In the entries below, find the string "list" and return each line holding it.
[Start of Attachment]
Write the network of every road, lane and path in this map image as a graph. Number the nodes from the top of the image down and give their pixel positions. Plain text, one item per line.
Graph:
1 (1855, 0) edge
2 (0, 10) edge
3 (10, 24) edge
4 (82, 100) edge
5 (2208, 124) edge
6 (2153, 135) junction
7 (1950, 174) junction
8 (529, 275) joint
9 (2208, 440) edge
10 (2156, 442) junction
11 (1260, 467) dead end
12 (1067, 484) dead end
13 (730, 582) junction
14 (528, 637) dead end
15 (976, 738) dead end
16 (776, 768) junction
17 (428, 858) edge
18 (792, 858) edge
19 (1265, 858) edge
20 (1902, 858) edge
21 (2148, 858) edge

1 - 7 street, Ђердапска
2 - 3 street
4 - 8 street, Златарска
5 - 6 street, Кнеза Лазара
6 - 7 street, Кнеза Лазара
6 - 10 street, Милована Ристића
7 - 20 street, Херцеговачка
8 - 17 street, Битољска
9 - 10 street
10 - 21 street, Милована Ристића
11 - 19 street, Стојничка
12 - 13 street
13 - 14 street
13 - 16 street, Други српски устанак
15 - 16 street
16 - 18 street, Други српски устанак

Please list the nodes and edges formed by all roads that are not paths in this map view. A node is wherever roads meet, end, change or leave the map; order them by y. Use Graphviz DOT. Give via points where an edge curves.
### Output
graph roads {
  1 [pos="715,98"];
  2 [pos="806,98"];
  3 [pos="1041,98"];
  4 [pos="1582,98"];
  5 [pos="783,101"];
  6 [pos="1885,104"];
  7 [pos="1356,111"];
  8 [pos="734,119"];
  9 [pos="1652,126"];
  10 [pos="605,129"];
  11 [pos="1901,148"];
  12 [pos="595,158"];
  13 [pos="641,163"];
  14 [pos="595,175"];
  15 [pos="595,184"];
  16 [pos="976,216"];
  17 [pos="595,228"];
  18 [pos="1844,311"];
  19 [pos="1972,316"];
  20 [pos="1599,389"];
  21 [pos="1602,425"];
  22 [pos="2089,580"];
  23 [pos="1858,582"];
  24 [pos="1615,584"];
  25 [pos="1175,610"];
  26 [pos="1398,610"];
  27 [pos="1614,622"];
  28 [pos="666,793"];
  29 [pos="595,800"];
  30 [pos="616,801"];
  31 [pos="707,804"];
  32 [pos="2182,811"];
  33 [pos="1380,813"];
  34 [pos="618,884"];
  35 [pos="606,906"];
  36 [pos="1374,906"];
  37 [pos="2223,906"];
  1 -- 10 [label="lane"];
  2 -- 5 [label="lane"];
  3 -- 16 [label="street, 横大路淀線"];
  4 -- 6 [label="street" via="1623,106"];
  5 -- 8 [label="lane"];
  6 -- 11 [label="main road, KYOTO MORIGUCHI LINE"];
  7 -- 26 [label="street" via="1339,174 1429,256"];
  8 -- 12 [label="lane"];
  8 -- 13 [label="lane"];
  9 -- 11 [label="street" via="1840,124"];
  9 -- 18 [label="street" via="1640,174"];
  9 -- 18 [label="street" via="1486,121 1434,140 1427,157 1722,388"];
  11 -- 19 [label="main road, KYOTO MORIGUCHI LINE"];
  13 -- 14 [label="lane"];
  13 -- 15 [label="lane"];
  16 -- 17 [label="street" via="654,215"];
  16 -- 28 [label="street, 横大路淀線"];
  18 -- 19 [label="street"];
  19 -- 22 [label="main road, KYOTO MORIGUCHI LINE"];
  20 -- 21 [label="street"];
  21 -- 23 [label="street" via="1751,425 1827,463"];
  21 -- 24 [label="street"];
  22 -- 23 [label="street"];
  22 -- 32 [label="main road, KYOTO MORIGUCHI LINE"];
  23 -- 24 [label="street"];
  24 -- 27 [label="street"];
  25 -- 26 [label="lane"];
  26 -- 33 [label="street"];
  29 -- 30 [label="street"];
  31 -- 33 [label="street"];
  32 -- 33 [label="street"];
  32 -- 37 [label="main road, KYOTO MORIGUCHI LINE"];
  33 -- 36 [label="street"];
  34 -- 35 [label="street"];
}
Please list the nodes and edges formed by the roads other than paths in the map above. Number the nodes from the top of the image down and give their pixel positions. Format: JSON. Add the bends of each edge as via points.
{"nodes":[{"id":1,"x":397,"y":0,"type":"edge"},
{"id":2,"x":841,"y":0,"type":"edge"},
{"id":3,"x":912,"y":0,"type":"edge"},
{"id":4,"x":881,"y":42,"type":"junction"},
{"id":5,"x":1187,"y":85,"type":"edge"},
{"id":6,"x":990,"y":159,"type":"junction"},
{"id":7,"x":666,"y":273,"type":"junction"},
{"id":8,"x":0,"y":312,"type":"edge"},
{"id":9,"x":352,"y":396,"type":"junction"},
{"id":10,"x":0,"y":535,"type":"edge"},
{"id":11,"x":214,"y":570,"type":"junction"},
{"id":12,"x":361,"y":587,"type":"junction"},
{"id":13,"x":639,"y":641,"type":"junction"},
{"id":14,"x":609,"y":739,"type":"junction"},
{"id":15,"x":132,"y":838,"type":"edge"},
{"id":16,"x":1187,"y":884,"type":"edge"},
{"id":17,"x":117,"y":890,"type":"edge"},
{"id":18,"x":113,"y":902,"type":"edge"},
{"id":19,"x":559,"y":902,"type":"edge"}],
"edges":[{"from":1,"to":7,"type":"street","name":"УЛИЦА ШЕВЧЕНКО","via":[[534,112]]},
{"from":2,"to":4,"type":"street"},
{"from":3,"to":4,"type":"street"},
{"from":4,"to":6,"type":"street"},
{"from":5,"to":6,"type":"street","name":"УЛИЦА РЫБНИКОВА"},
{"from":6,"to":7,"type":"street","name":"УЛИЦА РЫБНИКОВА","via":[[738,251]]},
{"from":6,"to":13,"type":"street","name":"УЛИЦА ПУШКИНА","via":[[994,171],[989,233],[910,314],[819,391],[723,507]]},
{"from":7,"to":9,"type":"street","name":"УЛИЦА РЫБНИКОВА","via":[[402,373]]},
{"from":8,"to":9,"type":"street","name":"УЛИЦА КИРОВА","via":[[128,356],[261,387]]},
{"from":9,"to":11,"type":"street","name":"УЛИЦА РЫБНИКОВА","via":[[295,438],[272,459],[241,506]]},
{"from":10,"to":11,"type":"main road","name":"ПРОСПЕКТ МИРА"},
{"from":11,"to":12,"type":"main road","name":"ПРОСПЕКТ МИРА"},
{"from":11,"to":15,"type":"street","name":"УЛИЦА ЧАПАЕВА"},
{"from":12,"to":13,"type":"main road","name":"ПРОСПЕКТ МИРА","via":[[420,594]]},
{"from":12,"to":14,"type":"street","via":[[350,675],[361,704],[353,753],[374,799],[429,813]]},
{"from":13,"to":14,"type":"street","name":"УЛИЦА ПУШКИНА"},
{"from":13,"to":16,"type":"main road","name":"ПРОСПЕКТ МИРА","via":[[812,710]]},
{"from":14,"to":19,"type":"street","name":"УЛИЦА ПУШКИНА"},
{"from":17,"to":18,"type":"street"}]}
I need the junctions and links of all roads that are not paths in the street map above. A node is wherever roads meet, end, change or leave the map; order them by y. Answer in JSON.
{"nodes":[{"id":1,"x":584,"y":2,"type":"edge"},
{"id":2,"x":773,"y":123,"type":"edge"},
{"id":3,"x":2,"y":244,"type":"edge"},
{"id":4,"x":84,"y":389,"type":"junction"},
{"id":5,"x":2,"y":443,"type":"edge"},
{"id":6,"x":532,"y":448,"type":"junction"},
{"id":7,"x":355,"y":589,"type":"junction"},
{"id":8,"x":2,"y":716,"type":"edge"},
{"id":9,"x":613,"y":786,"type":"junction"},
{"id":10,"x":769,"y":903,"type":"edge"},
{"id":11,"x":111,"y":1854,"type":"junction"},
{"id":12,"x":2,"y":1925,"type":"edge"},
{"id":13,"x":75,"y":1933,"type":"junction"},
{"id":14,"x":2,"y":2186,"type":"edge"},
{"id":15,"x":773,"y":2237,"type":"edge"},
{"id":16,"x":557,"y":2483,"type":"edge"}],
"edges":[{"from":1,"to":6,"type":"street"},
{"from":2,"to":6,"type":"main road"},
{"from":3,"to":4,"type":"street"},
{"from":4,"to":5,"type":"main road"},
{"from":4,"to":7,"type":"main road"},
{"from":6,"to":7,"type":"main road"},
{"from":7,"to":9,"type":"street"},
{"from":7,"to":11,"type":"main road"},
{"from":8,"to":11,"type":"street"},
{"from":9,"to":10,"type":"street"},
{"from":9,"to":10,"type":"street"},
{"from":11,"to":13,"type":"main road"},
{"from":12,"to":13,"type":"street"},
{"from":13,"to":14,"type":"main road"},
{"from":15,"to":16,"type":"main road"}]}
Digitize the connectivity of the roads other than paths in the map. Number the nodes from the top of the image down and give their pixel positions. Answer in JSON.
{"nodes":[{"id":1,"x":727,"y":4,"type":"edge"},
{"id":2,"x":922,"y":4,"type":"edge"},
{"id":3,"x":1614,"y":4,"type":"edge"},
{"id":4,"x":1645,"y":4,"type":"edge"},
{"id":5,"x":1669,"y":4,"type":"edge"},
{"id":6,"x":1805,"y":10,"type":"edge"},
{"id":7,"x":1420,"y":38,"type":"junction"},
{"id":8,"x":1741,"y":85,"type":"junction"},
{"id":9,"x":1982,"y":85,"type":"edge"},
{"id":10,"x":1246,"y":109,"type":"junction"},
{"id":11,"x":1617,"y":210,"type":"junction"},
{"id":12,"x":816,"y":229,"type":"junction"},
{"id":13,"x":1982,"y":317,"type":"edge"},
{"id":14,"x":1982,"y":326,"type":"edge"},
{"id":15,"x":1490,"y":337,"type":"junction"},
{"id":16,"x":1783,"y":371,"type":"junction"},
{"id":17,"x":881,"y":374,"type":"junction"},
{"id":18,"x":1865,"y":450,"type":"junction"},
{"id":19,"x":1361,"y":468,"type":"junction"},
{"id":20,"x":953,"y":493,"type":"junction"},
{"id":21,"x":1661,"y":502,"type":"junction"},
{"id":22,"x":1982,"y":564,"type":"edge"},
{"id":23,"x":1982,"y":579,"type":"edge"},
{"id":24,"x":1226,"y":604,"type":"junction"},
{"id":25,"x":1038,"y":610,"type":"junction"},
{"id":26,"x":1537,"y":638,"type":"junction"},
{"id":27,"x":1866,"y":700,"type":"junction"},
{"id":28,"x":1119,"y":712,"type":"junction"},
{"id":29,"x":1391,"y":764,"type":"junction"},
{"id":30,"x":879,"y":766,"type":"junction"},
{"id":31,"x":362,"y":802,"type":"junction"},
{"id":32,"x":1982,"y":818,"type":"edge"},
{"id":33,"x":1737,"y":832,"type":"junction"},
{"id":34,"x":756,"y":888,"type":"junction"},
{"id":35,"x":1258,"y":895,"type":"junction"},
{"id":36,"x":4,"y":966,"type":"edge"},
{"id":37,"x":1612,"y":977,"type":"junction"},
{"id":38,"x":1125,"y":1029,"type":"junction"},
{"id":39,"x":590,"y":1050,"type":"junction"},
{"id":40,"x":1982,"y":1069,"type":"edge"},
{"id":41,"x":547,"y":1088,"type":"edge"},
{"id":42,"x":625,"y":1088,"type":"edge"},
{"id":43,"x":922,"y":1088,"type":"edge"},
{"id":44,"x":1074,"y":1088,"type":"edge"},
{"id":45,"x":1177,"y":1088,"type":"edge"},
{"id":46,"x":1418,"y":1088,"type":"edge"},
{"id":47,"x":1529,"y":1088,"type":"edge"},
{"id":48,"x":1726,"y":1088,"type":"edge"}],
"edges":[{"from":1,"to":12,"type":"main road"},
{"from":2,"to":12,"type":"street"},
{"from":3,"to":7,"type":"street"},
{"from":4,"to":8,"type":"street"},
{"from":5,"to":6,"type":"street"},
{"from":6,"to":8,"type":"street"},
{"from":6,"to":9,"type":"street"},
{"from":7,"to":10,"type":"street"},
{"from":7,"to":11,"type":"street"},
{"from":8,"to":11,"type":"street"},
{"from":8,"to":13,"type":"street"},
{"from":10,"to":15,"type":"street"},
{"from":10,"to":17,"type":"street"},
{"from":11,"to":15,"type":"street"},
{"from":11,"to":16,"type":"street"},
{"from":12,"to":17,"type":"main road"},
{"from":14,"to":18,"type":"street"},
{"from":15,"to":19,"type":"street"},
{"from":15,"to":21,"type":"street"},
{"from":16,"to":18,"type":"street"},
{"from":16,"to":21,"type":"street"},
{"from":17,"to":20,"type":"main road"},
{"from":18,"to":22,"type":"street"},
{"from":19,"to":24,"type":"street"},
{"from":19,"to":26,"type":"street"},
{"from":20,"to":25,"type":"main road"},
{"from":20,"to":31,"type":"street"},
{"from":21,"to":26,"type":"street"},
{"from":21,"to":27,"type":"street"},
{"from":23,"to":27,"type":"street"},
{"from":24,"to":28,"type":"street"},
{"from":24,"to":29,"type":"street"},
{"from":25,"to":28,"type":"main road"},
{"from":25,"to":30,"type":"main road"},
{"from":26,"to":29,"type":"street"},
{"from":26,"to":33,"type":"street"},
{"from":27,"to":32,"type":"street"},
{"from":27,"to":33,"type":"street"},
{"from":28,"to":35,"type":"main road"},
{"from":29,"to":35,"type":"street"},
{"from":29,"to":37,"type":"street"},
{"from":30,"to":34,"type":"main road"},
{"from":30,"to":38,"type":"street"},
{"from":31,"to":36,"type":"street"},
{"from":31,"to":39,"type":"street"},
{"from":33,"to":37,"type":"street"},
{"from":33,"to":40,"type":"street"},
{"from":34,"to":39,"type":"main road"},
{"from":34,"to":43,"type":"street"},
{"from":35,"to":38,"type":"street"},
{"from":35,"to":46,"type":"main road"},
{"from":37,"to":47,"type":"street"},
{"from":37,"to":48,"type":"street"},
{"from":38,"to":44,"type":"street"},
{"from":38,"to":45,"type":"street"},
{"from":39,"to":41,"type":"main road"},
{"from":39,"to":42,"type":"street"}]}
[End of Attachment]
▶ _OUTPUT BELOW_:
Please list the nodes and edges formed by all roads that are not paths in this map view. A node is wherever roads meet, end, change or leave the map; order them by y. Use Graphviz DOT. Give via points where an edge curves.
Please list the nodes and edges formed by the roads other than paths in the map above. Number the nodes from the top of the image down and give their pixel positions. Format: JSON. Add the bends of each edge as via points.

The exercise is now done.